I soggetti indicati nell'art. 10, lettere b) e c), i capi delle amministrazioni pubbliche ed ogni altro funzionario autorizzato alla stipulazione dei contratti devono iscrivere in un apposito repertorio tutti gli atti del loro ufficio soggetti a registrazione in termine fisso.

Gli atti devono essere annotati sul repertorio giorno per giorno, senza spazi in bianco né interlinee e per ordine di numero con l'indicazione della data e del luogo dell'atto o dell'autenticazione, delle generalità e del domicilio o residenza delle parti, della natura e del contenuto dell'atto e del corrispettivo pattuito. A margine dell'annotazione devono essere indicati gli estremi della registrazione.

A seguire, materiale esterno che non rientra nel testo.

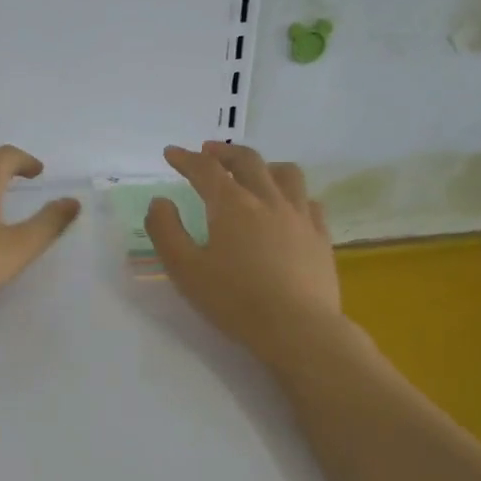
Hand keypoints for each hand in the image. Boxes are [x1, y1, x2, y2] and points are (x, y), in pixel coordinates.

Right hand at [145, 142, 343, 366]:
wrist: (298, 329)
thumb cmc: (234, 300)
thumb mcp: (185, 269)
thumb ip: (166, 231)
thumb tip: (160, 202)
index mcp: (232, 205)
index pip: (205, 169)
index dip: (186, 158)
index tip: (172, 153)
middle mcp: (268, 200)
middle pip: (247, 161)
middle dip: (224, 153)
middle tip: (208, 151)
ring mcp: (300, 216)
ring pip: (285, 173)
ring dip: (264, 165)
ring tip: (253, 172)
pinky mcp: (321, 237)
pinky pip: (309, 201)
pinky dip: (292, 194)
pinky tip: (288, 206)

Negli uffici amministrativi, nei quali più funzionari sono incaricati della stipulazione degli atti, non si può tenere che un solo repertorio, salva espressa autorizzazione della competente intendenza di finanza.

I fogli dei repertori di cui ai commi 1, 2 e 3 devono essere numerati e vidimati dal tribunale competente per territorio, salvo per i notai quanto disposto dalle leggi ad essi relative.

Ai fini dell'annotazione di cui ai commi 1 e 2, i cancellieri desumono gli elementi riguardanti il domicilio o la residenza anagrafica delle parti dagli atti del procedimento. Nel caso di elezione di domicilio l'acquisizione degli elementi anzidetti è effettuata tramite il domiciliatario o gli organi di polizia tributaria.